The first section of Annick MacAskill’s Murmurations opens with an epigraph from Vis-à-Vis: Field Notes on Poetry and Wilderness, a trio of essays by Don McKay on poetry, language, and the natural world. MacAskill draws from a passage in which McKay describes the “vertigo” felt when the profundity of a being or thing evades attempts to make such an encounter intelligible through language. “As with tools,” MacAskill quotes from McKay, “it is often during such momentary breakdowns that we sense the enormous, unnameable wilderness beyond it—a wilderness we both long for and fear.” If opening a poetry collection with a passage on the trepidation and desire felt toward the ineffable implies the ensuing poems have something to say about linguistic terra incognita, it’s a mantle which MacAskill doesn’t shirk. The poems in Murmurations create a feeling of “at ease” with alterity, yet never to impinge on wilderness, if such an imposition were possible. In tracing how, and to what effect, these poems capture my attention, I marvel at how the poems consistently skirt the uncanny, that eerie mix of familiarity and strangeness, to trace what could be called intimacy with uncertainty. I marvel, in short, at how the poems shape sound and image in ways that respect and enrich the differences that make intimacy of all kinds meaningful. 

          “Ornithologists” is an early sonnet in Murmurations that exhibits a subtlety that does so much to create a sense of equanimity with the unfamiliar. There’s irony in the title, since much of the poem catalogues a novice birdwatcher’s difficulty with cultivating the saint-like patience and knack for detail that birding requires. MacAskill creates a colloquial, down-to-earth rhythm through lines that hide prepositions, bury verb phrases, and enjamb to delay syntactic fulfilment: “I know geese for their resilience, ducks // their footle—robins and jays shining / against all backdrops.” Casual and unpretentious, MacAskill’s phrasing and honest portrayal of uncertainty wins this reader’s sympathy and understanding. Indeed, “crows look just like ravens / and ravens exactly like crows,” especially from a distance. But it’s not the way the phrasing pairs with the speaker’s tally of avian data that makes this poem such a memorable depiction of being “at ease” with the unfamiliar. It is in the poem’s concluding lines where MacAskill apostrophizes that the poem transforms from a first-person account of birding to a tribute of getting to know another person through birding. The final line of the penultimate tercet, “And over lunch that day,” leads into the poem’s final tercet: 

                     you pointed out the window to what you said was a falcon,
                     or hawk. I would have given anything to understand.
                     At that time, I just nodded, like I knew what you were saying.
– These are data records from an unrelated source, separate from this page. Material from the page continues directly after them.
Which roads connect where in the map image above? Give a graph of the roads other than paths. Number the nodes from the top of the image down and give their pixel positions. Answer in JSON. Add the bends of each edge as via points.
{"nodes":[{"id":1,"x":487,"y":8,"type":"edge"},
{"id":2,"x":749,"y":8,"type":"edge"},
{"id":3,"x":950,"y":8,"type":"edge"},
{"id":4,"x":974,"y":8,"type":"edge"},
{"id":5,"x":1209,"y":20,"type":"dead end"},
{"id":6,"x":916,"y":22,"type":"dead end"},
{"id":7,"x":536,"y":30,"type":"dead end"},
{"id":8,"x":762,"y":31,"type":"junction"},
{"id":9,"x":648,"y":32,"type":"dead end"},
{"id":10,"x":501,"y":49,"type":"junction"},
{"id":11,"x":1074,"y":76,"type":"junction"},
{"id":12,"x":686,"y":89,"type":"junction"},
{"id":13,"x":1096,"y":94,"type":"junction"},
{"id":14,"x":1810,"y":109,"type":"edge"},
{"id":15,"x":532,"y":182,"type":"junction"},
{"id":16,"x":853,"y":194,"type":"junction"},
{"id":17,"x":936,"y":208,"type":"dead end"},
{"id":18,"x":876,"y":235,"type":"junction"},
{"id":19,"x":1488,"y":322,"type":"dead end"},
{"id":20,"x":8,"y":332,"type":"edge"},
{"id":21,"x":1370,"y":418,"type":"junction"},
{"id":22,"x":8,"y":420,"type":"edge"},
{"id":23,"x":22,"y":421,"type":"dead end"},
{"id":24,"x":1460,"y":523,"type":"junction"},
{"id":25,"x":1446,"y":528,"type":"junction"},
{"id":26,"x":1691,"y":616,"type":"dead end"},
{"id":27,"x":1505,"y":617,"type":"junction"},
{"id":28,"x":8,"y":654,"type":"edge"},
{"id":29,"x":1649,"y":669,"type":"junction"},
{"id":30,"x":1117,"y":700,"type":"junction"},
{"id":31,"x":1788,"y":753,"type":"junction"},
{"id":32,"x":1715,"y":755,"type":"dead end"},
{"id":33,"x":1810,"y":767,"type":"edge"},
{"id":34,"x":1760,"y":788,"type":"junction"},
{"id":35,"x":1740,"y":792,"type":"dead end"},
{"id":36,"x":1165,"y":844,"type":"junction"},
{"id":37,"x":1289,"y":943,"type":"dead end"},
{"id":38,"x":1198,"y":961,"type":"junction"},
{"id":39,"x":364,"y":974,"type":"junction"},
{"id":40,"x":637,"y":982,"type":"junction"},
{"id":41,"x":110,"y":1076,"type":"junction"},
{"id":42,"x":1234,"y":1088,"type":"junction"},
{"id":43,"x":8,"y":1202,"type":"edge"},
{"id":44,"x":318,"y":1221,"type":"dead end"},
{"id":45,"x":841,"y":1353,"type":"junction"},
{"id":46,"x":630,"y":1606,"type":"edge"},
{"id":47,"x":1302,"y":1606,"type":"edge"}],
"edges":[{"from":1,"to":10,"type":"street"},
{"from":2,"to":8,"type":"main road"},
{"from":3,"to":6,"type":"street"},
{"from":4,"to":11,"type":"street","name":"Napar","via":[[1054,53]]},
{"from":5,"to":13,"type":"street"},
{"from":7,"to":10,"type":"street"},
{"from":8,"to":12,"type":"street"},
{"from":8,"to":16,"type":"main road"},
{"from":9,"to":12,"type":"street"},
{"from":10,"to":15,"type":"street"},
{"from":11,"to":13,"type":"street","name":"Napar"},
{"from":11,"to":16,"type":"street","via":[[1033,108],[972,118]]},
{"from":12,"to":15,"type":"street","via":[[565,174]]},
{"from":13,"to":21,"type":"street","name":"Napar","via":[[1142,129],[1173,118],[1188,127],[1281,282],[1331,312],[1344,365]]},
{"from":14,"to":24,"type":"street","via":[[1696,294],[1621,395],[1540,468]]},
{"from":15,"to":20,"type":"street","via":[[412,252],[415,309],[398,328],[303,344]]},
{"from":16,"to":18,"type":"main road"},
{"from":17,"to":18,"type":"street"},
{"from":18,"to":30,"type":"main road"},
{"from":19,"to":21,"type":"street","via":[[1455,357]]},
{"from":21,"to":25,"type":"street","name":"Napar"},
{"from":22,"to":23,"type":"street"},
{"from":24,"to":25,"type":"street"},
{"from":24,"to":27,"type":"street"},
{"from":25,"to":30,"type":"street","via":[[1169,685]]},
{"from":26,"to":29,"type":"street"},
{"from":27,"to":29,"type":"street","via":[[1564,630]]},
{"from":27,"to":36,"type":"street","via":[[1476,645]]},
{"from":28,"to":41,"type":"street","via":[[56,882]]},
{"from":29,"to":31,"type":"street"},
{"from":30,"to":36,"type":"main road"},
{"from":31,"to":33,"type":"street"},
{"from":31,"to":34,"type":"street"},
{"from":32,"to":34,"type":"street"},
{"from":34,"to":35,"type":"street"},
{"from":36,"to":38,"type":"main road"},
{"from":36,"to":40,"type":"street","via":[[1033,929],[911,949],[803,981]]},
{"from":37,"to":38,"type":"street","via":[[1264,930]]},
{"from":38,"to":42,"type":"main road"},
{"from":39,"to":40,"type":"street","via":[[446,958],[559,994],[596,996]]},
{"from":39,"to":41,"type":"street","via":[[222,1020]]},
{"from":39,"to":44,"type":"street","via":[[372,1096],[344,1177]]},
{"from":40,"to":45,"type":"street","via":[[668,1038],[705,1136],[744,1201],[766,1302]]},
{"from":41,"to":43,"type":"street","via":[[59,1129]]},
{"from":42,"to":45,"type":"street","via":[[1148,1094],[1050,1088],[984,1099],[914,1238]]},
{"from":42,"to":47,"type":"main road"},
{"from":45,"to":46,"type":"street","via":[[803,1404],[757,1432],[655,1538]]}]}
In admitting that she “would have given anything to understand,” the speaker states her ignorance of what birdwatching means for her companion; this revelation hinges on MacAskill’s decision to leave the imperative “to understand” stranded without an object that might refer to the sighted bird. In making such an admission, the speaker bares her desire to be closer to the unnamed “you.” And with the poem’s final line revealing a time between the events described and their voicing (“At that time, I just nodded, like I knew what you were saying”), MacAskill suggests that the speaker in the lyric present has come to better understand the significance of birding for her companion and thereby has grown closer to this other person. I relish in how MacAskill delays divulging why the speaker has taken up the task of birding (“learning / the determination I have shunned since child”), then, as is the case in all good sonnets, discloses a resolution at once deeply satisfying yet not necessarily representing interpretive closure. In a poem so concerned with making knowledge tangible, it is notable that the reader isn’t given any way of knowing what the meaning of birdwatching is for the companion. Withholding this meaning is what makes this poem a memorable encapsulation of the unfolding of personalities that occurs in relationships of all sorts. Why? Because the withholding creates a felt absence for readers which resembles in its ambiguity the inscrutability of other people, what makes getting to know another person a tenuous yet theoretically inexhaustible process. It’s thanks to grammatical deletions and evasions that MacAskill makes this beautiful facet about intimacy seemingly palpable. 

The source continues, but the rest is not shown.